Heh, you're missing the point. There is no difference between "the dishes" and "really living". To suggest otherwise would be to suggest you don't control everything the dishes are and aren't. Which would be silly.
The article seemed to be pointing out that it's up to you whether you decide to make doing the dishes an enjoyable activity or a chore. The point rottencupcakes seems to be making is that this might be true, but if doing the dishes in an enjoyable way makes them take longer, then he'd rather just not bother and get them done faster while not enjoying it.
This makes some sense to me. Sure, I could find a way to make every activity pleasant - there's always some way in which you can find satisfaction in any task, no matter how menial. And yet I still prefer to spend time figuring out how to just avoid or minimize those activities when I can.
It's not really about making the activity of doing the dishes pleasant but rather experiencing the act of doing the dishes fully - being mindful of every moment of the experience of doing the dishes both pleasant and unpleasant. It doesn't have to take longer either - you can rush through them and experience that as well it just may be harder to do that.
Funnily enough I actually like doing the dishes, and cleaning in general. Unlike almost everything else I ever seem to do, it's a simple task with an unambiguous "end condition", unambiguous and well-defined motivation, and instant payoff with a nice clean kitchen.
I like this passage from Iain M. Banks, which sums up my feelings well:
He walked for days, stopping at bars and restaurants whenever he felt thirsty, hungry or tired; mostly they were automatic and he was served by little floating trays, though a few were staffed by real people. They seemed less like servants and more like customers who'd taken a notion to help out for a while.
'Of course I don't have to do this,' one middle-aged man said, carefully cleaning the table with a damp cloth. He put the cloth in a little pouch, sat down beside him. 'But look; this table's clean.'
He agreed that the table was clean.
'Usually,' the man said. 'I work on alien - no offence - alien religions; Directional Emphasis In Religious Observance; that's my speciality... like when temples or graves or prayers always have to face in a certain direction; that sort of thing? Well, I catalogue, evaluate, compare; I come up with theories and argue with colleagues, here and elsewhere. But... the job's never finished; always new examples, and even the old ones get re-evaluated, and new people come along with new ideas about what you thought was settled... but,' he slapped the table, 'when you clean a table you clean a table. You feel you've done something. It's an achievement.'
'But in the end, it's still just cleaning a table.'
'And therefore does not really signify on the cosmic scale of events?' the man suggested.

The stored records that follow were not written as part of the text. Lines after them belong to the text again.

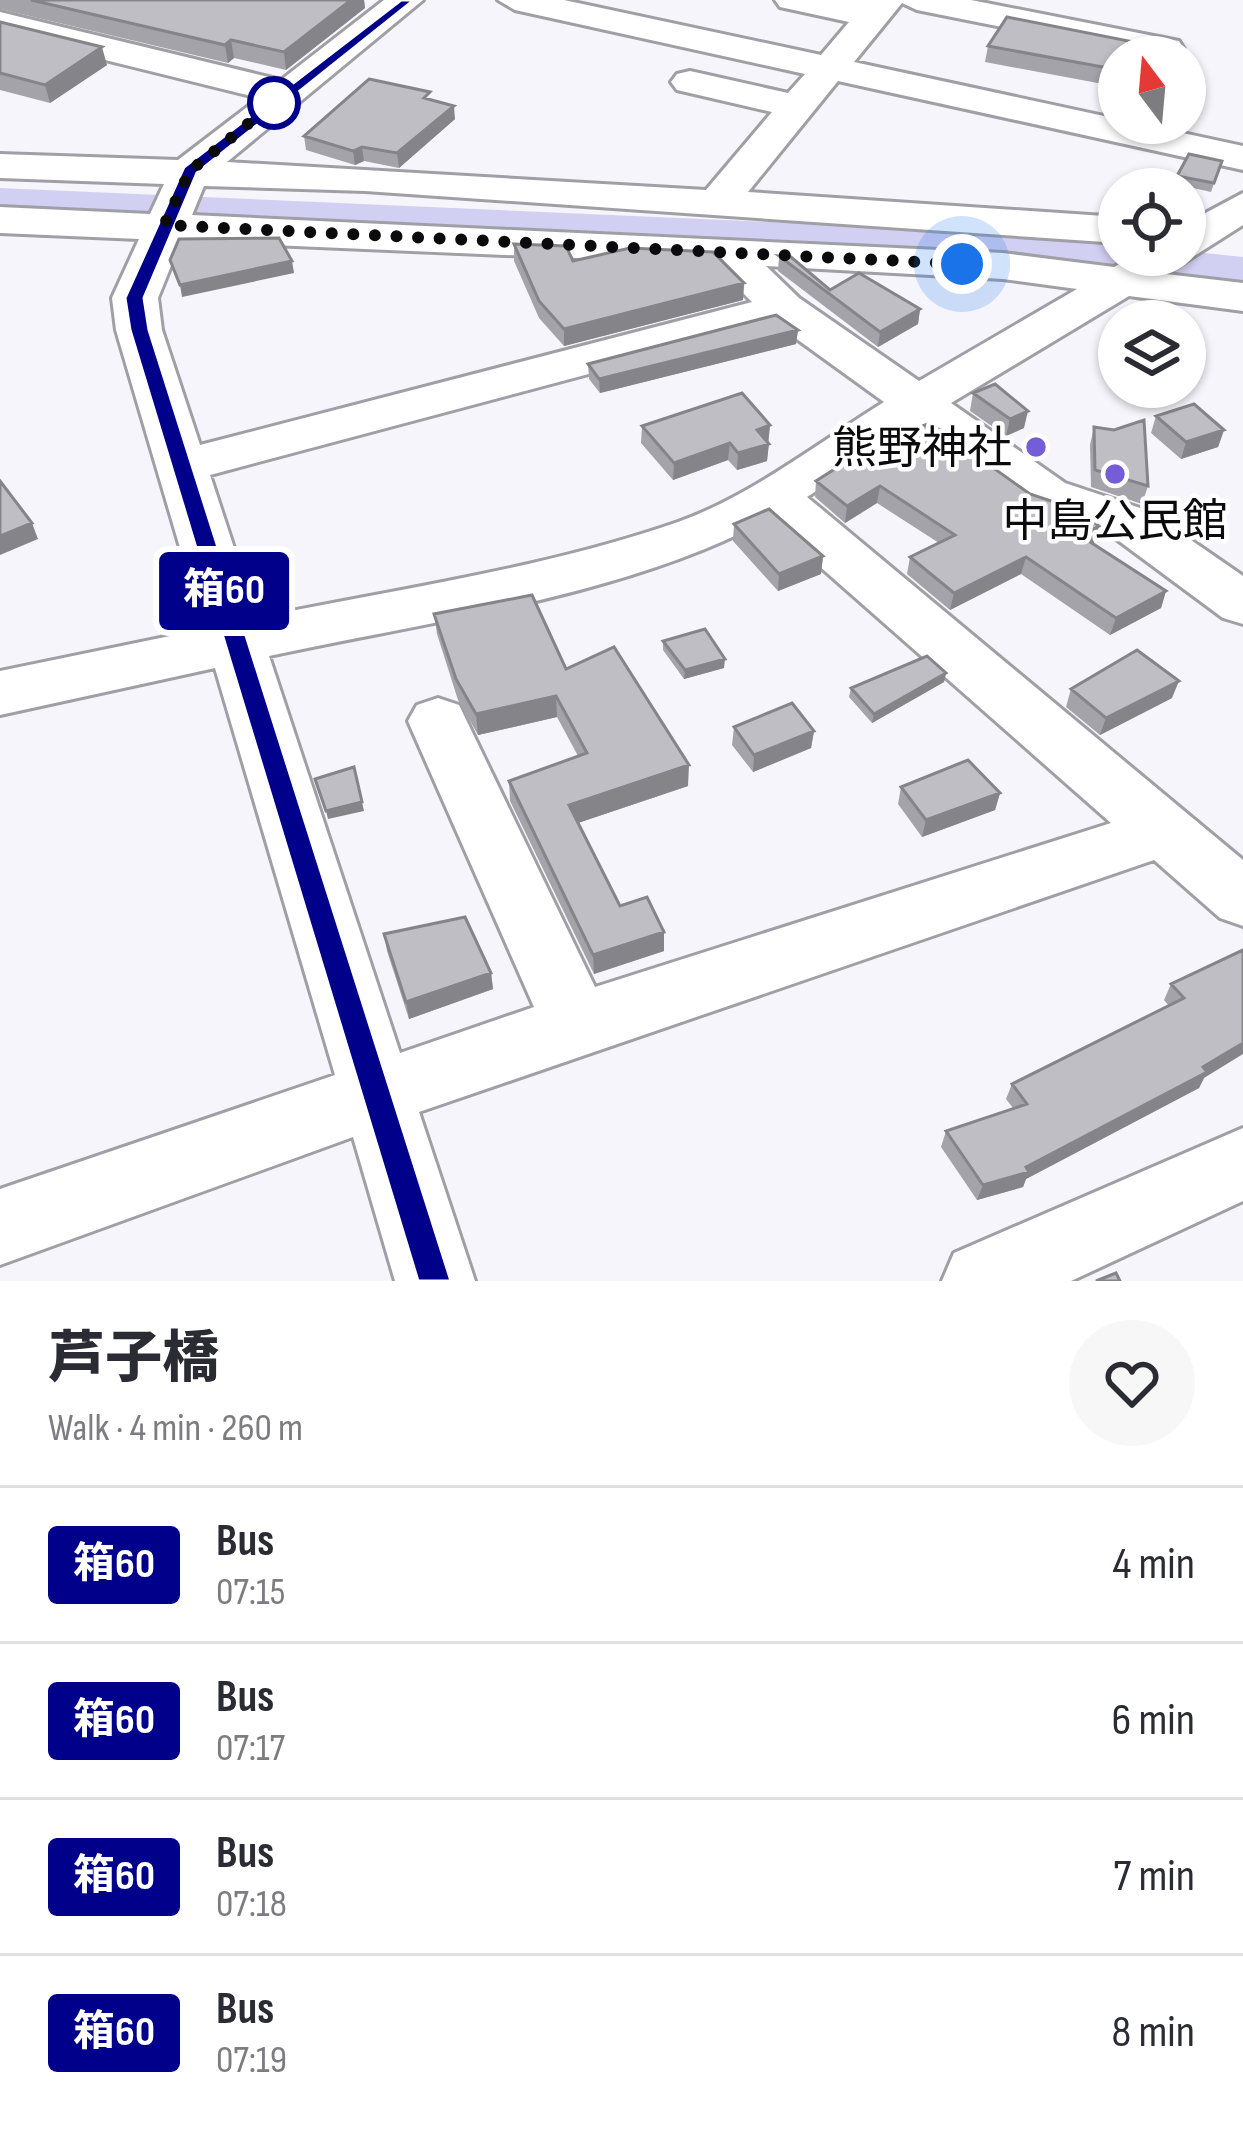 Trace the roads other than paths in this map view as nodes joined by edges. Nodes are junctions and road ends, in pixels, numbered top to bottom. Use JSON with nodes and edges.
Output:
{"nodes":[{"id":1,"x":406,"y":0,"type":"edge"},
{"id":2,"x":515,"y":0,"type":"edge"},
{"id":3,"x":791,"y":0,"type":"edge"},
{"id":4,"x":917,"y":0,"type":"edge"},
{"id":5,"x":879,"y":8,"type":"edge"},
{"id":6,"x":0,"y":23,"type":"edge"},
{"id":7,"x":1100,"y":36,"type":"edge"},
{"id":8,"x":832,"y":67,"type":"junction"},
{"id":9,"x":691,"y":82,"type":"dead end"},
{"id":10,"x":286,"y":93,"type":"junction"},
{"id":11,"x":798,"y":107,"type":"junction"},
{"id":12,"x":1243,"y":158,"type":"edge"},
{"id":13,"x":0,"y":166,"type":"edge"},
{"id":14,"x":190,"y":171,"type":"junction"},
{"id":15,"x":719,"y":201,"type":"junction"},
{"id":16,"x":1243,"y":206,"type":"edge"},
{"id":17,"x":0,"y":220,"type":"edge"},
{"id":18,"x":164,"y":225,"type":"junction"},
{"id":19,"x":1206,"y":225,"type":"edge"},
{"id":20,"x":1098,"y":240,"type":"edge"},
{"id":21,"x":1243,"y":245,"type":"edge"},
{"id":22,"x":1206,"y":246,"type":"edge"},
{"id":23,"x":1098,"y":248,"type":"edge"},
{"id":24,"x":726,"y":251,"type":"junction"},
{"id":25,"x":1206,"y":274,"type":"edge"},
{"id":26,"x":1117,"y":276,"type":"edge"},
{"id":27,"x":1243,"y":297,"type":"edge"},
{"id":28,"x":783,"y":308,"type":"junction"},
{"id":29,"x":920,"y":400,"type":"junction"},
{"id":30,"x":184,"y":465,"type":"junction"},
{"id":31,"x":772,"y":496,"type":"junction"},
{"id":32,"x":1243,"y":604,"type":"edge"},
{"id":33,"x":238,"y":639,"type":"junction"},
{"id":34,"x":0,"y":693,"type":"edge"},
{"id":35,"x":438,"y":722,"type":"dead end"},
{"id":36,"x":1160,"y":833,"type":"junction"},
{"id":37,"x":1243,"y":899,"type":"edge"},
{"id":38,"x":577,"y":1024,"type":"junction"},
{"id":39,"x":377,"y":1096,"type":"junction"},
{"id":40,"x":1243,"y":1165,"type":"edge"},
{"id":41,"x":0,"y":1227,"type":"edge"},
{"id":42,"x":434,"y":1281,"type":"edge"},
{"id":43,"x":982,"y":1281,"type":"edge"}],
"edges":[{"from":1,"to":10,"type":"street"},
{"from":2,"to":8,"type":"street"},
{"from":3,"to":5,"type":"street"},
{"from":4,"to":7,"type":"street"},
{"from":5,"to":8,"type":"street"},
{"from":6,"to":10,"type":"street"},
{"from":8,"to":11,"type":"street"},
{"from":8,"to":12,"type":"street"},
{"from":9,"to":11,"type":"street"},
{"from":10,"to":14,"type":"street"},
{"from":11,"to":15,"type":"street"},
{"from":13,"to":14,"type":"street"},
{"from":14,"to":15,"type":"street"},
{"from":14,"to":18,"type":"street"},
{"from":15,"to":20,"type":"street"},
{"from":16,"to":19,"type":"street"},
{"from":17,"to":18,"type":"street"},
{"from":18,"to":24,"type":"street"},
{"from":18,"to":30,"type":"street"},
{"from":21,"to":22,"type":"street"},
{"from":23,"to":24,"type":"street"},
{"from":24,"to":28,"type":"street"},
{"from":25,"to":27,"type":"street"},
{"from":26,"to":29,"type":"street"},
{"from":28,"to":29,"type":"street"},
{"from":28,"to":30,"type":"street"},
{"from":29,"to":31,"type":"street"},
{"from":29,"to":32,"type":"street"},
{"from":30,"to":33,"type":"street"},
{"from":31,"to":33,"type":"street"},
{"from":31,"to":36,"type":"street"},
{"from":33,"to":34,"type":"street"},
{"from":33,"to":39,"type":"street"},
{"from":35,"to":38,"type":"street"},
{"from":36,"to":37,"type":"street"},
{"from":36,"to":38,"type":"street"},
{"from":38,"to":39,"type":"street"},
{"from":39,"to":41,"type":"street"},
{"from":39,"to":42,"type":"street"},
{"from":40,"to":43,"type":"street"}]}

He smiled in response to the man's grin, 'Well, yes.'
'But then, what does signify? My other work? Is that really important, either? I could try composing wonderful musical works, or day-long entertainment epics, but what would that do? Give people pleasure? My wiping this table gives me pleasure. And people come to a clean table, which gives them pleasure. And anyway,' the man laughed, 'people die; stars die; universes die. What is any achievement, however great it was, once time itself is dead? Of course, if all I did was wipe tables, then of course it would seem a mean and despicable waste of my huge intellectual potential. But because I choose to do it, it gives me pleasure. And,' the man said with a smile, 'it's a good way of meeting people. So; where are you from, anyway?'
Why would it take you twice as long? If anything it will take less time, since you're paying attention. It's not a compromise, not from this point of view at least.
It won't _seem_ to take longer either, though this is a more subtle point. When you wash dishes wanting to just get it over with and move on to the next thing you'll be aware of the time almost constantly. Every extra cup you missed the first time is an annoyance. If you pay attention on the other hand you're most likely to achieve "flow" - which is incredibly easy to achieve with such menial activities btw. So not only you'll wash the dishes in most likely the least time possible, you won't even be aware of that time passing.
It doesn't have anything to do with how long it takes - you wash the dishes for as long as it takes for them to be clean. When they're done, they're done. What he's talking about (and I first experienced this while washing dishes, strangely enough) is the startlingly different mental state that develops when you stop thinking.
Stop thinking about whether the dishes are clean enough or not, you can see that. Stop thinking about whether it's fun or what you could you would rather be doing, which is only going to distract you from what you're tying to do now. Washing the dishes requires paying attention but not much in the way of cogitation. Instead of splitting yourself in two, just give the mental chatter a rest and look at what you are doing.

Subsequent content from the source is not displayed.